A 46 anni di distanza dall’avvio dei lavori, quindi, parlare di “sperimentazione” suona come l’ennesima potenziale beffa. La diga Re di Sole si trova nel territorio del comune di San Giovanni in Fiore, una zona particolarmente ricca d’acqua. Oltre alla perenne incompiuta Re di Sole, in quella zona insistono due laghi artificiali, l’Arvo e l’Ampollino, e due invasi “fantasma”, opere progettate ma mai portate avanti.
Enorme diga in cemento armato e calcestruzzo, quell’opera è nota per essere una delle più grandi incompiute della Sila. La classica cattedrale nel deserto. E’ costata almeno 30 miliardi di lire. Venne progettata dall’allora Opera Sila (ente preposto allo sviluppo economico dell’altopiano silano) negli anni ’50. Il primo appalto risale al 1978 e l’opera venne terminata solo nel 1990. L’invaso non è mai entrato in funzione nonostante l’opera sia stata ufficialmente consegnata. La diga ha dimensioni piuttosto notevoli: 40 metri d’altezza per 13 metri di larghezza, e ben 180 mila metri cubi di pietrame e calcestruzzo utilizzati, per un invaso che avrebbe dovuto raccogliere solo 1 milione e mezzo di metri cubi d’acqua.

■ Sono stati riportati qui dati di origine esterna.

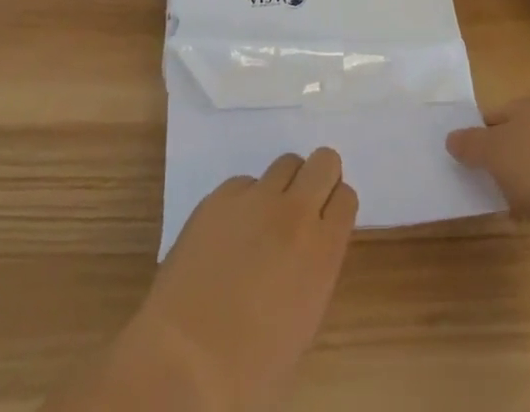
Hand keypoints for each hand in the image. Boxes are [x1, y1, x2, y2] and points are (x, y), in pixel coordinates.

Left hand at [100, 149, 357, 411]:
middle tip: (303, 208)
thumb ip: (316, 270)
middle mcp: (295, 212)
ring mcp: (255, 199)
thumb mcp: (304, 322)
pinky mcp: (219, 197)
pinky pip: (244, 183)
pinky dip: (244, 201)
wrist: (183, 363)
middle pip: (324, 161)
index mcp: (322, 250)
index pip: (346, 197)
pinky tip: (229, 234)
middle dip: (319, 179)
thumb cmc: (250, 367)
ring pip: (286, 163)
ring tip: (264, 219)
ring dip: (283, 186)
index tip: (326, 223)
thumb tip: (311, 248)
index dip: (336, 208)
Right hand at [446, 96, 529, 236]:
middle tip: (489, 182)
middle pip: (520, 138)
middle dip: (504, 160)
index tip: (471, 161)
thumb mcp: (492, 152)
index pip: (499, 114)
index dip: (482, 136)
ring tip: (510, 204)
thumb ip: (470, 144)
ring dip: (524, 181)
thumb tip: (451, 139)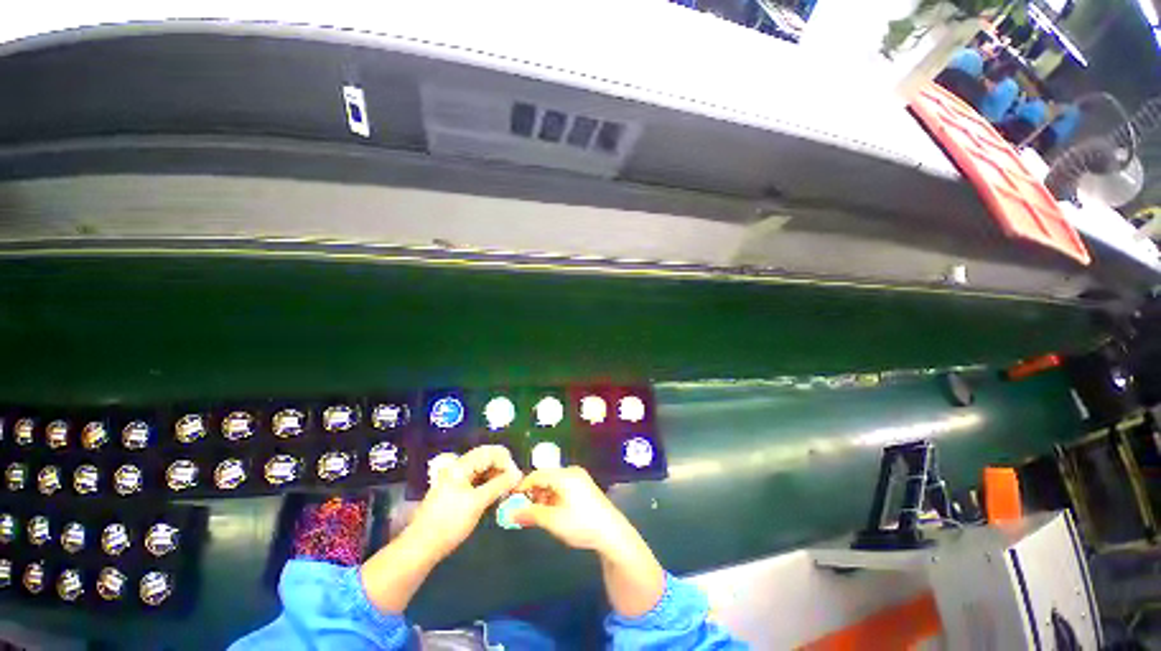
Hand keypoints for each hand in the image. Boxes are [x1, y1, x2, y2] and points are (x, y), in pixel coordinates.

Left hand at [408, 445, 522, 559]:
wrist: (421, 547)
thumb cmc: (449, 523)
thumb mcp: (477, 503)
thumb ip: (499, 485)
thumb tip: (518, 474)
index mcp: (462, 465)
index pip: (491, 451)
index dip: (506, 461)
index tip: (516, 478)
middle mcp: (459, 467)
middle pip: (487, 458)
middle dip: (503, 469)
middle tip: (513, 485)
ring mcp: (457, 479)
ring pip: (484, 470)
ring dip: (497, 477)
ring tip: (506, 492)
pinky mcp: (457, 491)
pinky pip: (478, 480)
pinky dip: (489, 485)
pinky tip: (495, 496)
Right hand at [511, 467, 636, 556]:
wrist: (611, 532)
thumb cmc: (581, 524)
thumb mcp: (552, 521)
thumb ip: (530, 514)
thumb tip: (511, 514)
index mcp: (564, 475)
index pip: (537, 474)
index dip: (522, 486)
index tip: (511, 500)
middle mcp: (571, 472)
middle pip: (545, 477)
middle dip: (533, 492)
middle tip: (523, 510)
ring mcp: (579, 478)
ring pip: (553, 483)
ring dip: (543, 496)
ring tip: (536, 514)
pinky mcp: (584, 486)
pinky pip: (562, 486)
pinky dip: (553, 496)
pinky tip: (551, 511)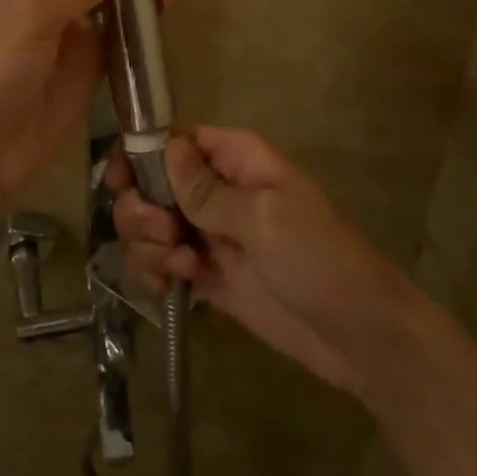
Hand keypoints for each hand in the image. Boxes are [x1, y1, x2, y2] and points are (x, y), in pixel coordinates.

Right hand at [110, 126, 418, 396]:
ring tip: (183, 267)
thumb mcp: (265, 217)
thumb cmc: (318, 259)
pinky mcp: (204, 274)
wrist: (356, 336)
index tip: (120, 183)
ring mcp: (207, 234)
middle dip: (143, 209)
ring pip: (147, 225)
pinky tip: (172, 287)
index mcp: (235, 159)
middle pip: (149, 183)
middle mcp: (215, 190)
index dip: (140, 155)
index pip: (174, 139)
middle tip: (168, 234)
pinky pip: (158, 263)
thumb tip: (166, 145)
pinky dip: (153, 272)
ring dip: (148, 246)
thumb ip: (208, 189)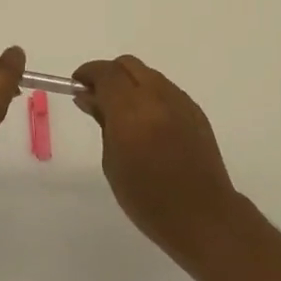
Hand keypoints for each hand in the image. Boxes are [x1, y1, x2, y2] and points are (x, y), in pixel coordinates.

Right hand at [72, 56, 240, 259]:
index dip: (88, 73)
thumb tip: (89, 97)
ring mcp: (180, 100)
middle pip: (128, 65)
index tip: (77, 85)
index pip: (106, 73)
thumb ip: (102, 122)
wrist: (202, 216)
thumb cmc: (147, 198)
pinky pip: (166, 90)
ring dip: (131, 83)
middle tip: (97, 96)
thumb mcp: (113, 162)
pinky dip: (150, 95)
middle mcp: (157, 96)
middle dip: (109, 74)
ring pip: (149, 75)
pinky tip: (148, 122)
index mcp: (131, 110)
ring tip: (123, 112)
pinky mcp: (195, 110)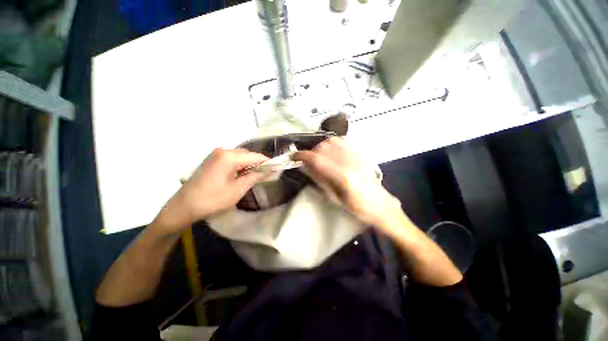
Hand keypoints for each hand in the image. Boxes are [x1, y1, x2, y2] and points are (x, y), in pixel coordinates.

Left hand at [154, 148, 268, 232]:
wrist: (183, 207)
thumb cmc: (212, 200)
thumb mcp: (238, 189)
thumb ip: (255, 177)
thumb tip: (270, 170)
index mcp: (229, 157)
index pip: (255, 156)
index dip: (268, 162)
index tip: (277, 169)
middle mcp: (223, 151)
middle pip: (248, 154)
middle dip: (259, 163)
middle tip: (267, 174)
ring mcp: (216, 154)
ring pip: (240, 155)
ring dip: (250, 164)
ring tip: (257, 175)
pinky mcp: (212, 159)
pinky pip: (232, 158)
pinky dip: (241, 164)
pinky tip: (243, 174)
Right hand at [293, 138, 401, 228]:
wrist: (382, 206)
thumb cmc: (358, 208)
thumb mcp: (335, 199)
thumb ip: (320, 180)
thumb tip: (306, 166)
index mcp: (343, 176)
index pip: (317, 159)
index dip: (302, 155)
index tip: (294, 156)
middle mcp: (350, 161)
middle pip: (324, 147)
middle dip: (311, 152)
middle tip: (307, 160)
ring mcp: (357, 155)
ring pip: (332, 141)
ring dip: (321, 147)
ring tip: (318, 157)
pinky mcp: (361, 154)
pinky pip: (343, 141)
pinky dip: (332, 143)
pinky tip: (330, 152)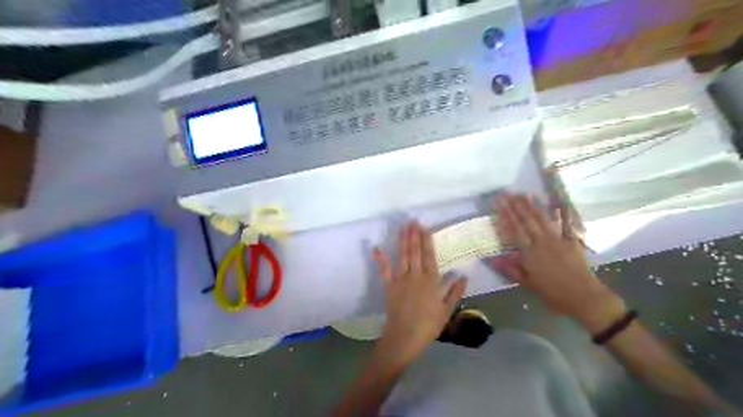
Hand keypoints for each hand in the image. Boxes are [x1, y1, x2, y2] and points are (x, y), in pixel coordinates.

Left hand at [375, 222, 464, 364]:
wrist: (404, 337)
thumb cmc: (428, 326)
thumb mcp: (447, 311)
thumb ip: (455, 292)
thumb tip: (463, 276)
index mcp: (431, 281)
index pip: (429, 256)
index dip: (427, 241)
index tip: (425, 228)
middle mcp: (415, 275)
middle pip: (415, 252)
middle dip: (414, 235)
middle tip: (413, 220)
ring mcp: (400, 279)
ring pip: (402, 255)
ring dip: (403, 240)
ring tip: (403, 226)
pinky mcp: (389, 285)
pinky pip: (384, 270)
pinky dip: (380, 259)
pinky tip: (376, 248)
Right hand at [492, 193, 625, 332]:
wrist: (586, 298)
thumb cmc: (554, 294)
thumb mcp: (529, 285)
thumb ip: (512, 270)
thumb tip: (493, 259)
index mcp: (530, 254)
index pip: (515, 230)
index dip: (505, 215)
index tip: (498, 202)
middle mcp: (542, 242)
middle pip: (526, 220)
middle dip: (515, 205)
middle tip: (506, 192)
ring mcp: (558, 240)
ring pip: (542, 219)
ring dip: (531, 205)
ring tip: (522, 193)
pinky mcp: (571, 241)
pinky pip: (566, 224)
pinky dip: (561, 212)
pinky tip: (557, 202)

Attorno a quella diga, completata ma mai operativa, nacque una singolare leggenda. Si diceva che non potesse entrare in funzione perché mancava il custode. In realtà, la situazione era molto più grave e complessa. Infatti, l’opera non venne mai messa in funzione per vari motivi burocratici. L’Opera Sila – che aveva modificato la sua struttura, diventando Esac (Ente per lo sviluppo agricolo della Calabria) – non aveva i fondi necessari per gestirla. Anche l’interesse politico era scemato così come lo scopo per il quale l’opera fu realizzata a servizio delle aree agricole di molte località quali i Serrisi, il Germano e l’Olivaro, vista anche la crisi del settore e la chiusura di molte aziende.
Il bacino non è mai stato colmato poiché si ritenne che vi fossero delle vistose crepe nella diga che, in caso di riempimento, avrebbero potuto compromettere l’intera struttura con possibilità di cedimento e conseguente pericolo per le popolazioni che abitano nella vallata sottostante. Per questa ragione, nei primi anni 2000 vennero stanziati altri 600 milioni di lire per opere di consolidamento. Ma nonostante la copertura finanziaria, non risulta che quei lavori di messa in sicurezza siano mai stati eseguiti. Adesso, a settanta anni dalla progettazione, si parte con la fase sperimentale. Così, alla Regione Calabria per ora festeggiano tutti.